What needs to be done. For this exercise, an exact copy is needed of only the lines from the one containing "middle tip: (397, 315)" through the end of the data, with pictures left out.

Material provided.
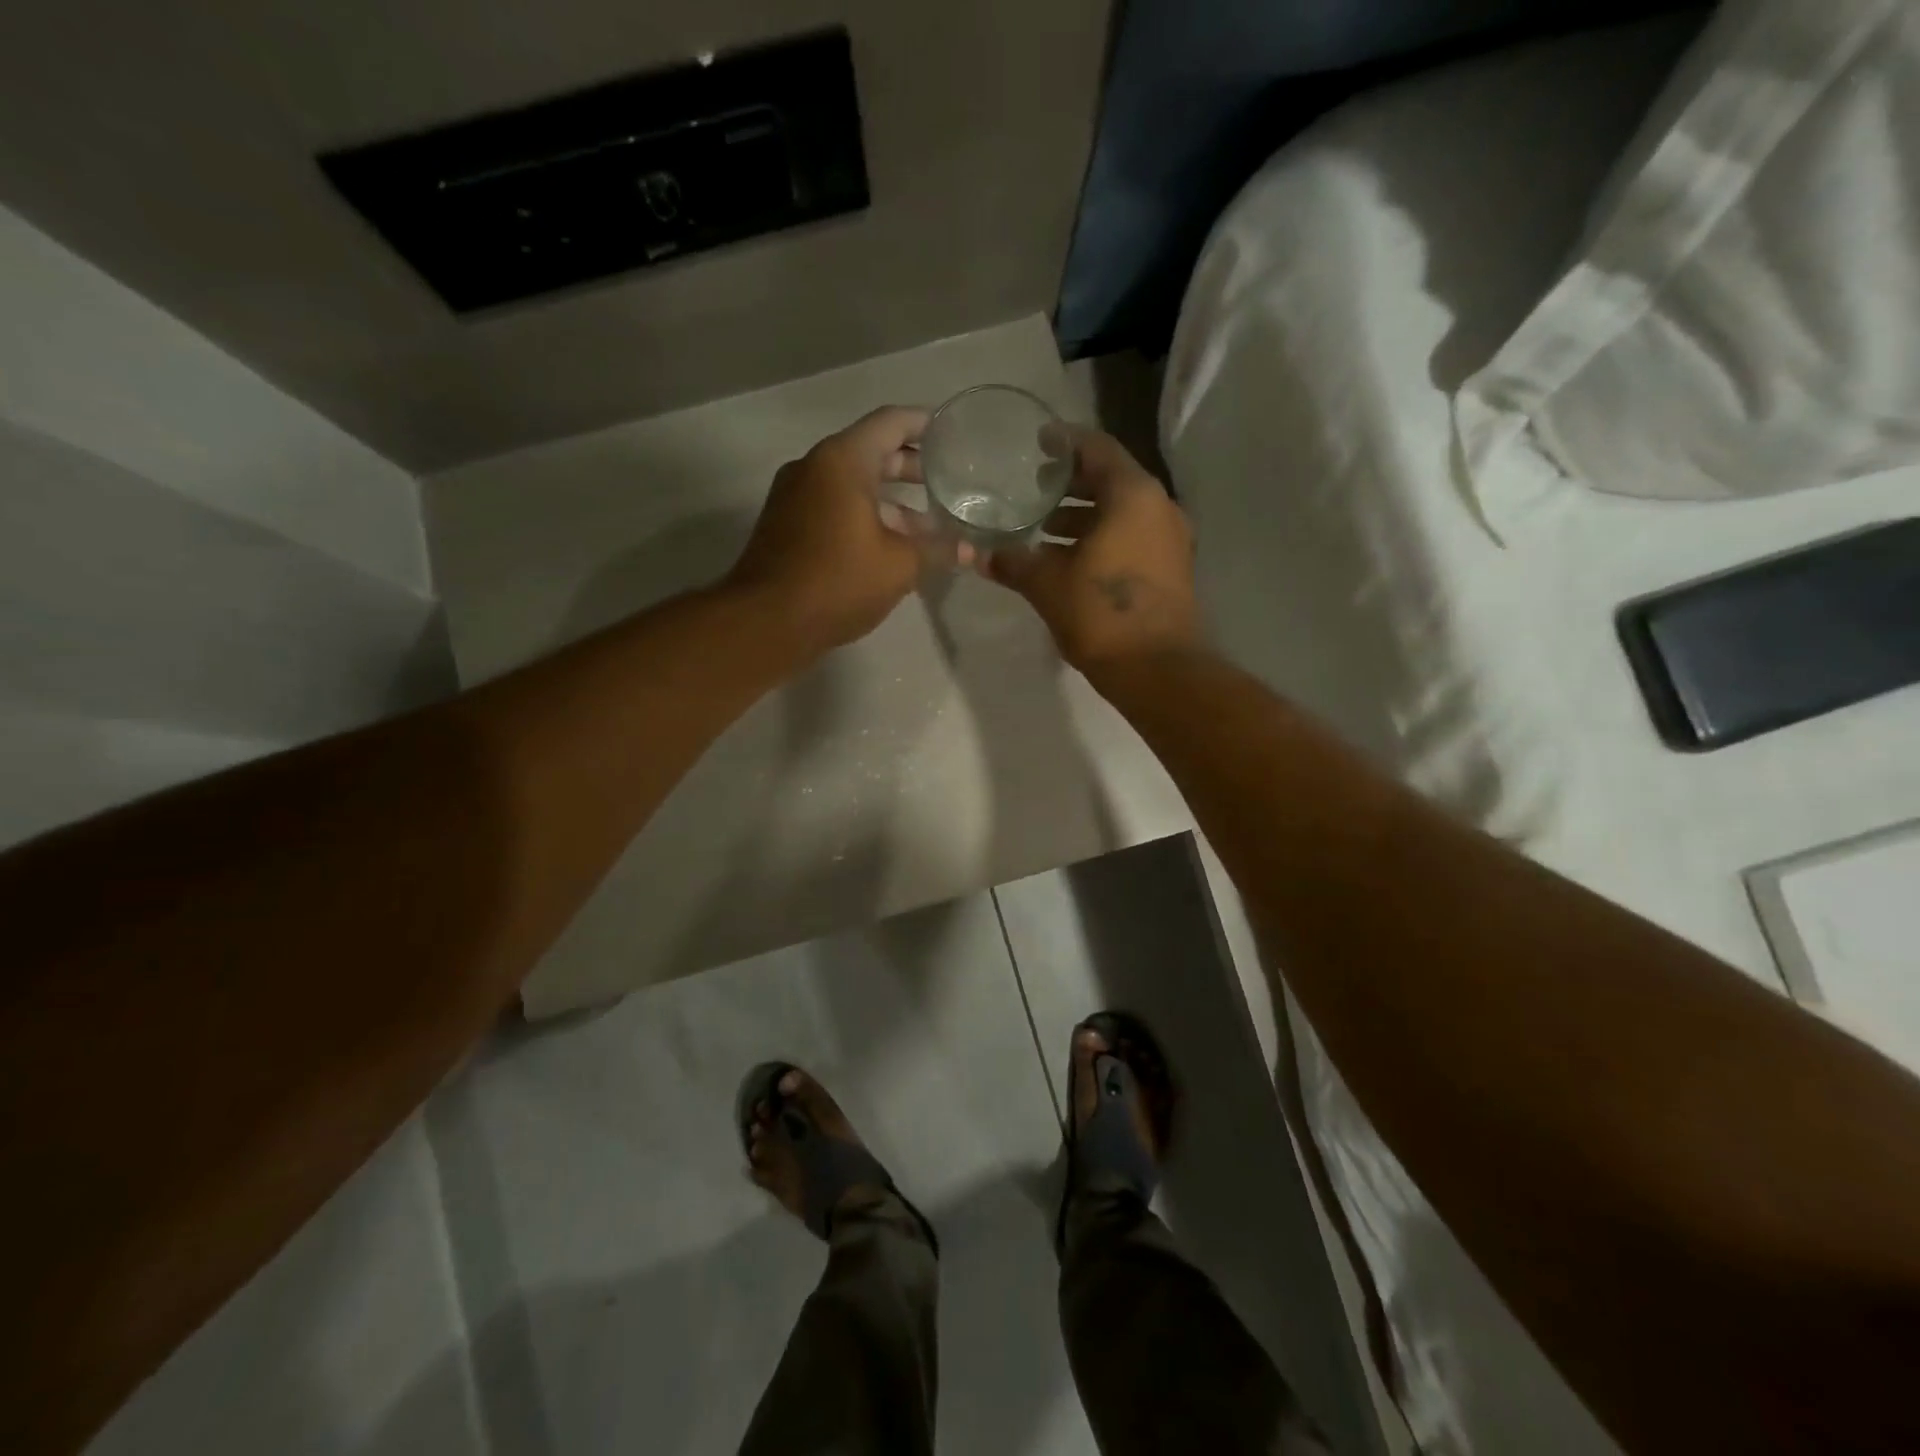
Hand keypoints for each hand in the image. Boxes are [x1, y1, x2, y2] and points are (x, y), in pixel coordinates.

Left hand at [726, 407, 933, 654]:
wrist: (766, 622)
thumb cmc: (838, 581)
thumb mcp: (900, 565)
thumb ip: (938, 550)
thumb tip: (971, 550)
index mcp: (842, 461)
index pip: (890, 423)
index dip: (924, 424)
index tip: (952, 434)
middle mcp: (814, 467)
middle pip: (870, 452)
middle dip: (910, 467)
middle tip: (947, 480)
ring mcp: (795, 497)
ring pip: (852, 485)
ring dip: (890, 501)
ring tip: (929, 524)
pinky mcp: (787, 526)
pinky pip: (834, 507)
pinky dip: (865, 516)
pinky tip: (892, 546)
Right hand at [984, 428, 1198, 674]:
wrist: (1157, 669)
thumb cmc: (1100, 613)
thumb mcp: (1046, 584)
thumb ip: (1013, 563)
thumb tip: (978, 556)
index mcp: (1132, 495)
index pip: (1096, 448)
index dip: (1064, 442)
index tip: (1037, 443)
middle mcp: (1158, 507)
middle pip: (1110, 479)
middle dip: (1070, 483)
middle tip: (1033, 487)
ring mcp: (1170, 538)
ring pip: (1122, 511)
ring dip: (1084, 515)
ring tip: (1044, 527)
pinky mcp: (1171, 568)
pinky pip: (1132, 536)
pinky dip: (1102, 537)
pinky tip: (1069, 558)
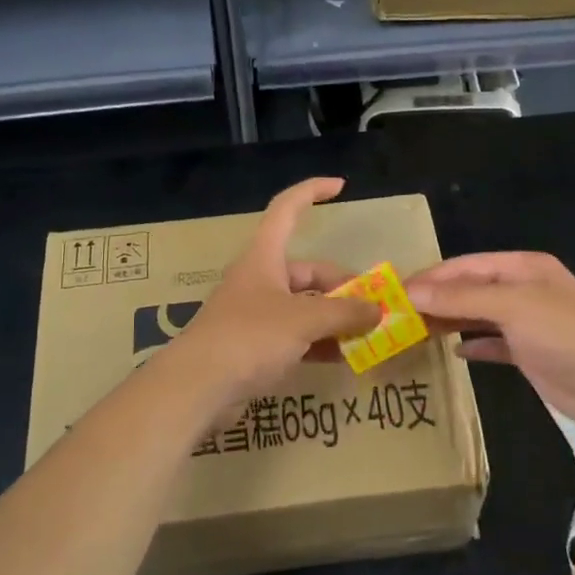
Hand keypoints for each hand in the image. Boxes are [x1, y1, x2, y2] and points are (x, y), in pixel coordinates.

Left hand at [170, 177, 380, 405]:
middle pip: (308, 272)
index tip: (341, 186)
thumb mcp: (303, 320)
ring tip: (370, 334)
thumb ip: (344, 312)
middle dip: (343, 287)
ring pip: (305, 307)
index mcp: (264, 258)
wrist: (196, 388)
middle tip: (376, 307)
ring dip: (336, 318)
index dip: (311, 192)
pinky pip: (297, 337)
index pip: (287, 210)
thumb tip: (378, 310)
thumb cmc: (249, 337)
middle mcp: (260, 280)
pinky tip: (346, 357)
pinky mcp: (255, 348)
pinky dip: (321, 343)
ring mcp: (257, 315)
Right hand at [405, 252, 574, 432]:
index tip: (395, 292)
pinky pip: (492, 343)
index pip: (466, 265)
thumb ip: (460, 297)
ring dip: (449, 321)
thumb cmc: (563, 333)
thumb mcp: (511, 306)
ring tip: (414, 332)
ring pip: (478, 316)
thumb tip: (411, 292)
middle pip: (470, 289)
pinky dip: (473, 345)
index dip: (431, 277)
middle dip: (436, 300)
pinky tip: (453, 351)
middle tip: (397, 315)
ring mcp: (527, 322)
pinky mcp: (529, 353)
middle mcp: (523, 290)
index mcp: (522, 267)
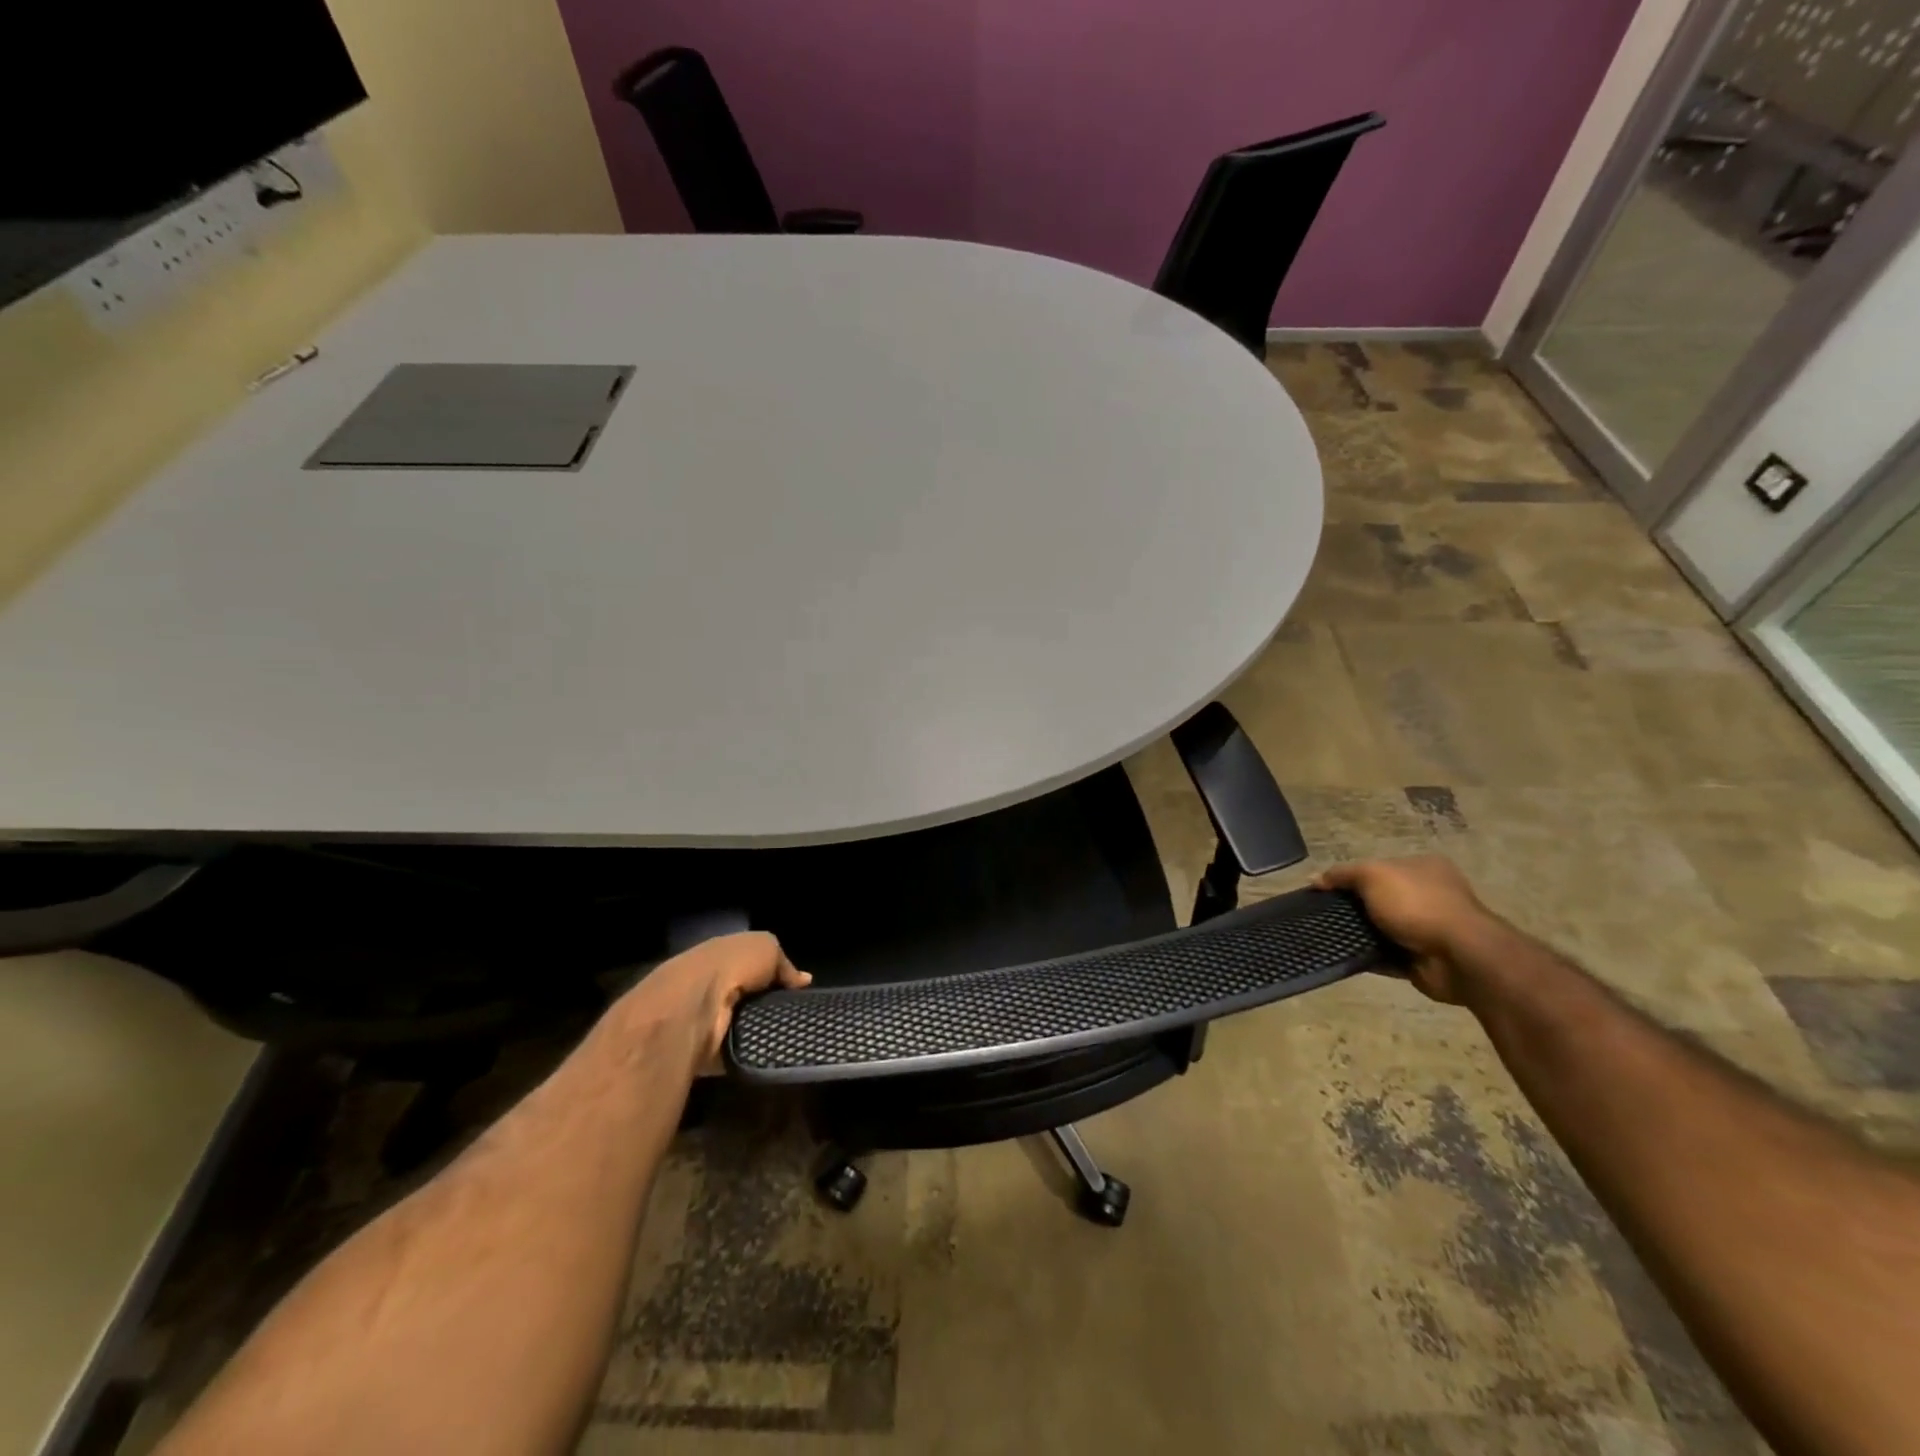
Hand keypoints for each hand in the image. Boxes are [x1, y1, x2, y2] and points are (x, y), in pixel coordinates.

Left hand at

Solution to this problem.
middle tip: (397, 315)
ring mcp: (527, 322)
pinky mcp: (529, 353)
middle mcp: (523, 290)
index mcp: (522, 267)
Hand keypoints for each hand in the image. Boxes are [x1, y1, x2, y2] and points are (x, y), in pixel coordinates.

Left hand at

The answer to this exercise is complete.